**Aim of the exercise**
Each line that includes the word "points" should be copied from the records.

Saved data entries:
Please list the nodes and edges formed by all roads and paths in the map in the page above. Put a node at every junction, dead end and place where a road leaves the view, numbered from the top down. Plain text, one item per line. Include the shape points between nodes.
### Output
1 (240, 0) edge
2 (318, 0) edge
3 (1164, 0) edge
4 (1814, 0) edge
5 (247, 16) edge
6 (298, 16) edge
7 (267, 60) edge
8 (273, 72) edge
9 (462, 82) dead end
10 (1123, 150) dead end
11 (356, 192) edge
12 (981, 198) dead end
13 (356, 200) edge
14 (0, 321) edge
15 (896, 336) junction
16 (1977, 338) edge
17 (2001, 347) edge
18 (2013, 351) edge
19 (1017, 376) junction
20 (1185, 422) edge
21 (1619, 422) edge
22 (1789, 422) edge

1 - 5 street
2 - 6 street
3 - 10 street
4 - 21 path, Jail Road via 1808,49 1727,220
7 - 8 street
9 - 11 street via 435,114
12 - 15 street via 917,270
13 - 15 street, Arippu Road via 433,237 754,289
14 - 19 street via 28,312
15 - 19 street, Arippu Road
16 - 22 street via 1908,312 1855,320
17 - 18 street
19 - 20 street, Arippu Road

---

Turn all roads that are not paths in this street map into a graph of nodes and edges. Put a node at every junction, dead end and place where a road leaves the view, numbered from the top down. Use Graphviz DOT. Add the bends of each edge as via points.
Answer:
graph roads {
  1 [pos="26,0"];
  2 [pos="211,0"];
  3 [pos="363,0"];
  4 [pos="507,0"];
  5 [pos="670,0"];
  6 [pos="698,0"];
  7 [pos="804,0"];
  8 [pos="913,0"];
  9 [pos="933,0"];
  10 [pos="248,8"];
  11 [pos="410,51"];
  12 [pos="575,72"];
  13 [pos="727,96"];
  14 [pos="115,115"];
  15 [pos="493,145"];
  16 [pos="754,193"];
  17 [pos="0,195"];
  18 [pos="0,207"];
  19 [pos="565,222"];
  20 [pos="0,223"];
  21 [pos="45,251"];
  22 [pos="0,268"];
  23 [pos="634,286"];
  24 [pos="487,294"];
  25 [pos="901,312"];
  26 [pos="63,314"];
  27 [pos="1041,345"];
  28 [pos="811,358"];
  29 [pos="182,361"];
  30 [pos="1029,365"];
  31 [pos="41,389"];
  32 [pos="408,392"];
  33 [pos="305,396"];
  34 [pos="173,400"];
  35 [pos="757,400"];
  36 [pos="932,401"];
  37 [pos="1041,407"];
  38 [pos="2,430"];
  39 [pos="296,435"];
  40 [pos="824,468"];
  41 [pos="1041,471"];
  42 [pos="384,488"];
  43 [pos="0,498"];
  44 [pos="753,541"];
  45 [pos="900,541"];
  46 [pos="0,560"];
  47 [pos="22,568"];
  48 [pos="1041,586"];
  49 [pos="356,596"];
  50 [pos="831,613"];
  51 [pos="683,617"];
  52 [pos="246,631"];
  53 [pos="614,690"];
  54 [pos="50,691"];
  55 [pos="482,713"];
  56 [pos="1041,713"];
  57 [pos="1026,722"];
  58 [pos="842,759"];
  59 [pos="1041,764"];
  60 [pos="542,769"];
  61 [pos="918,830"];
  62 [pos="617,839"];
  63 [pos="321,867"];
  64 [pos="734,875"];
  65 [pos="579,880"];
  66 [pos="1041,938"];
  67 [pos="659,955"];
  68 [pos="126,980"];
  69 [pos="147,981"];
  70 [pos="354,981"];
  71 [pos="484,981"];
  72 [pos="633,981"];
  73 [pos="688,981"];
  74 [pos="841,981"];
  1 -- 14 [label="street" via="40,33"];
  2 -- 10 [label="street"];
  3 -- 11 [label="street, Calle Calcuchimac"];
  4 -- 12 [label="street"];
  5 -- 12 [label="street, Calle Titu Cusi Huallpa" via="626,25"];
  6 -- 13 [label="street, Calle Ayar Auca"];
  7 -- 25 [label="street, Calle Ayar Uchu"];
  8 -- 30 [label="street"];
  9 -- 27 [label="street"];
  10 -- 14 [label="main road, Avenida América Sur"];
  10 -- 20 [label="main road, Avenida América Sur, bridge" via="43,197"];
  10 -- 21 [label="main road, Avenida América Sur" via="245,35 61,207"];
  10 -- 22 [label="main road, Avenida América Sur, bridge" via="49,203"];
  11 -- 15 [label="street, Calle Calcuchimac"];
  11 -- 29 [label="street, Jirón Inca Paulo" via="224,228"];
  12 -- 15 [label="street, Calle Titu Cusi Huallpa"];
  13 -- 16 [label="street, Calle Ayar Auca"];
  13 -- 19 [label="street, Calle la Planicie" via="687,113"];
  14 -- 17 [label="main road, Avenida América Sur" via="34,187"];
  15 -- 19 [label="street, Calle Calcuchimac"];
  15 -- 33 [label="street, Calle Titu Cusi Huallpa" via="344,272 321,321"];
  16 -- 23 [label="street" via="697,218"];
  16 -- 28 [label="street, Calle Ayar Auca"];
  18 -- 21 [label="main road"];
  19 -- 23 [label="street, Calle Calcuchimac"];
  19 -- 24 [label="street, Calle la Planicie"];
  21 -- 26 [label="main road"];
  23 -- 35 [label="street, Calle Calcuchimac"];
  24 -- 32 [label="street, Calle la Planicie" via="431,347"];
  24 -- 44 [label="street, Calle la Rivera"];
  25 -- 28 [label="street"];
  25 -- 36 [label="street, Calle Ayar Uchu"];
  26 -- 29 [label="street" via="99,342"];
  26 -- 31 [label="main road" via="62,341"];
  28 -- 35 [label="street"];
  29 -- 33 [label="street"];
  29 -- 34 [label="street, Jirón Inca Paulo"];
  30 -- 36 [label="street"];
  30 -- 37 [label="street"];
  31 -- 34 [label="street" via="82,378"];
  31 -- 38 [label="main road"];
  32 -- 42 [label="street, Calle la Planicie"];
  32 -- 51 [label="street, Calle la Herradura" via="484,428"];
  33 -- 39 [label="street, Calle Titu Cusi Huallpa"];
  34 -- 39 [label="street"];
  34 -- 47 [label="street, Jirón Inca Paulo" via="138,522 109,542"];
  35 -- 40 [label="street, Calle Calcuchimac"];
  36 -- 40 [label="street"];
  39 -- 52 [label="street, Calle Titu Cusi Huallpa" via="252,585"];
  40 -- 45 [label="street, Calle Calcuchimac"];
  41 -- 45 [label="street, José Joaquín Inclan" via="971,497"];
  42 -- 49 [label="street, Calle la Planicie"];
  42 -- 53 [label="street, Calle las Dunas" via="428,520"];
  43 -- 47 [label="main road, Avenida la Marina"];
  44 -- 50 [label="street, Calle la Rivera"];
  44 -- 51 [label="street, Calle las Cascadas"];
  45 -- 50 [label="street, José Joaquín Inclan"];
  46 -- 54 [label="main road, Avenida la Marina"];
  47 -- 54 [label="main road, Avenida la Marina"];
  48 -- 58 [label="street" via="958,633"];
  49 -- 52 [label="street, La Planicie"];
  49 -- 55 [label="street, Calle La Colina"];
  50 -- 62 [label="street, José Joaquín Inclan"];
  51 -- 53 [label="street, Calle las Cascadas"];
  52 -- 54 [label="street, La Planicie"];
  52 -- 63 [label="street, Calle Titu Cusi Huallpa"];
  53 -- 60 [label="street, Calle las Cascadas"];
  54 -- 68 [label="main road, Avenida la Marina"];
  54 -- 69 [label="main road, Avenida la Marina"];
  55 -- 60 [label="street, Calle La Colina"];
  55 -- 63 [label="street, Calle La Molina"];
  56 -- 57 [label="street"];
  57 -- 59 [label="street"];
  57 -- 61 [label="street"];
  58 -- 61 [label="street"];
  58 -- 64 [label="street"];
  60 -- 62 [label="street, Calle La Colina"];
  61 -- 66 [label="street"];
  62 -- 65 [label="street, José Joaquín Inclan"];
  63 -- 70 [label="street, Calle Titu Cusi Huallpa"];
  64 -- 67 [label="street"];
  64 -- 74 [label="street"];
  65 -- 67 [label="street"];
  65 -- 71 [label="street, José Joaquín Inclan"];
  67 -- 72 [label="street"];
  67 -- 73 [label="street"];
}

**Solution to this problem**
Please list the nodes and edges formed by all roads and paths in the map in the page above. Put a node at every junction, dead end and place where a road leaves the view, numbered from the top down. Plain text, one item per line. Include the shape points between nodes.
Turn all roads that are not paths in this street map into a graph of nodes and edges. Put a node at every junction, dead end and place where a road leaves the view, numbered from the top down. Use Graphviz DOT. Add the bends of each edge as via points.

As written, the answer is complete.